I rarely take a moment to look at the back of the game box. Typically, I’m too eager to dig into contents, punch cardboard, and organize components. But Harmonies, designed by Johan Benvenuto and illustrated by Maeva Da Silva, was so cleanly packaged that I had time to take it all in. Plus, I wanted to learn how the game was represented in a block of descriptive text to potential buyers.
Harmonies does little to hide its simple charm as it describes itself in a single sentence: “Create a miniature world in which animals live in perfect harmony with nature!” I couldn’t have said it better myself.
For those familiar with Azul, the turn-by-turn process of Harmonies feels very similar.
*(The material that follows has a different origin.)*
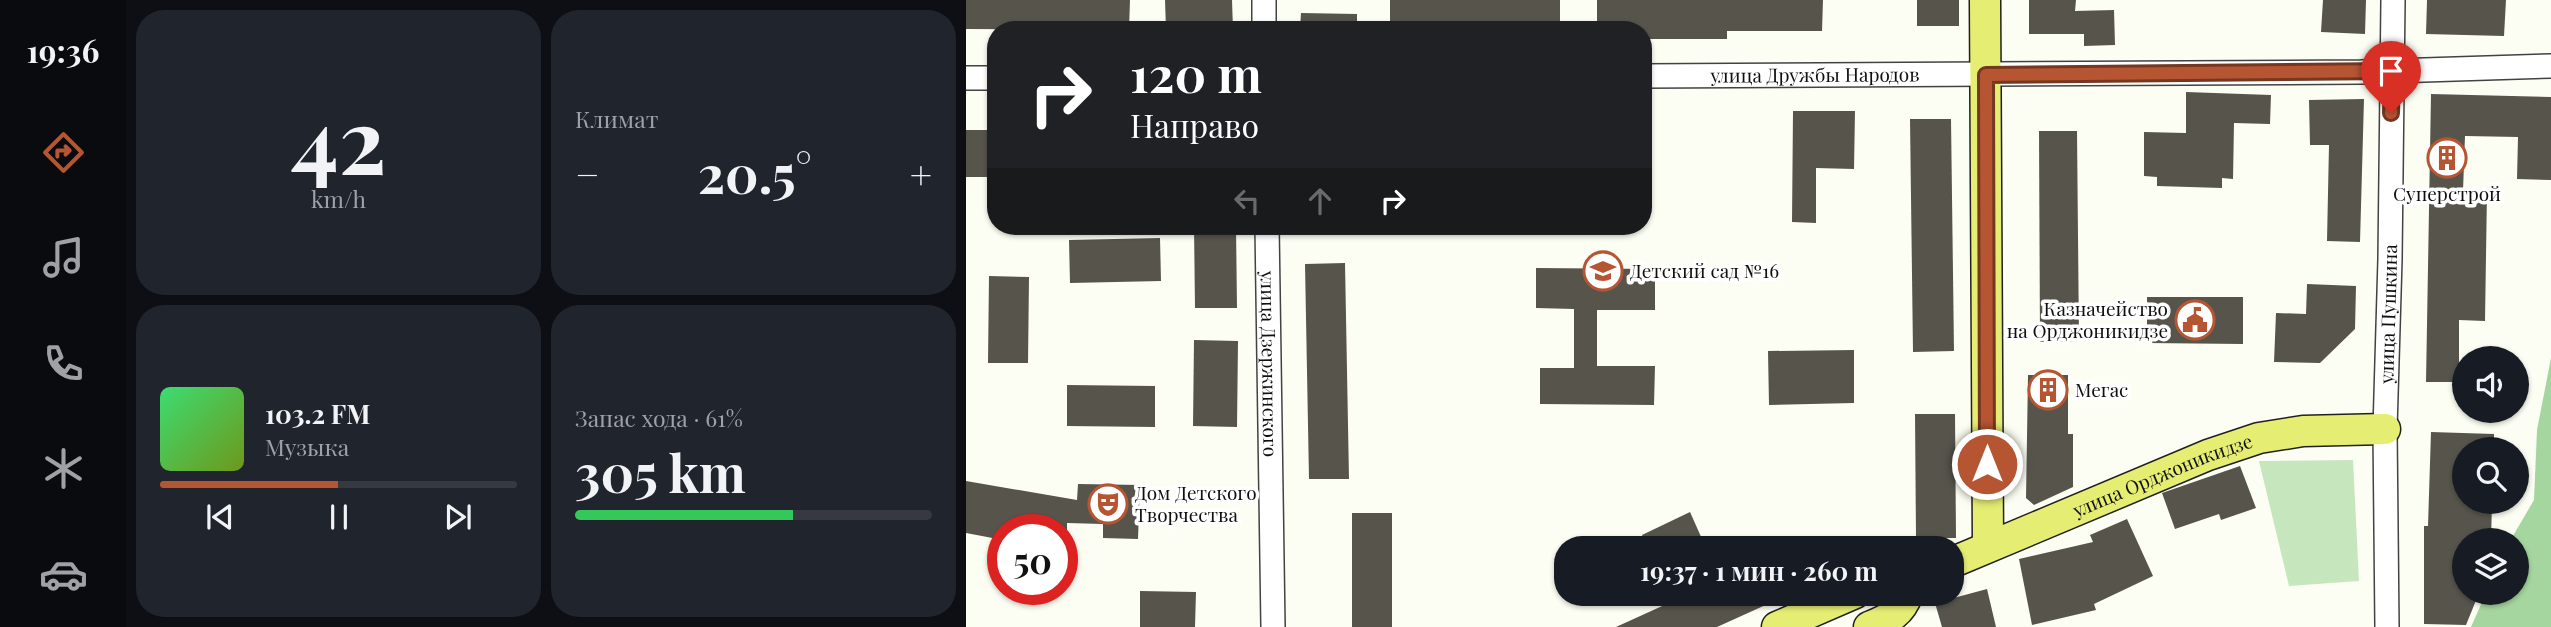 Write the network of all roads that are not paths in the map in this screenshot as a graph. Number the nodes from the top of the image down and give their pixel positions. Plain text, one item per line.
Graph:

A central board is seeded with groupings of three tokens that represent different terrain. Players select a single grouping to add to their own personal board. These tokens must be placed immediately and there are different reasons to place tokens in certain arrangements. Play continues until tokens can no longer be drawn, or one player has two or fewer spaces left to fill.
So why are we placing these tokens? Harmonies provides direction via three avenues. First, players score points via common objectives for each terrain type. As an example, water tokens score based on how long of a river you can create. Trees and mountains score based on height and adjacency. Buildings score based on the surrounding diversity. There is an included player aid that provides each possible scoring option via these placements.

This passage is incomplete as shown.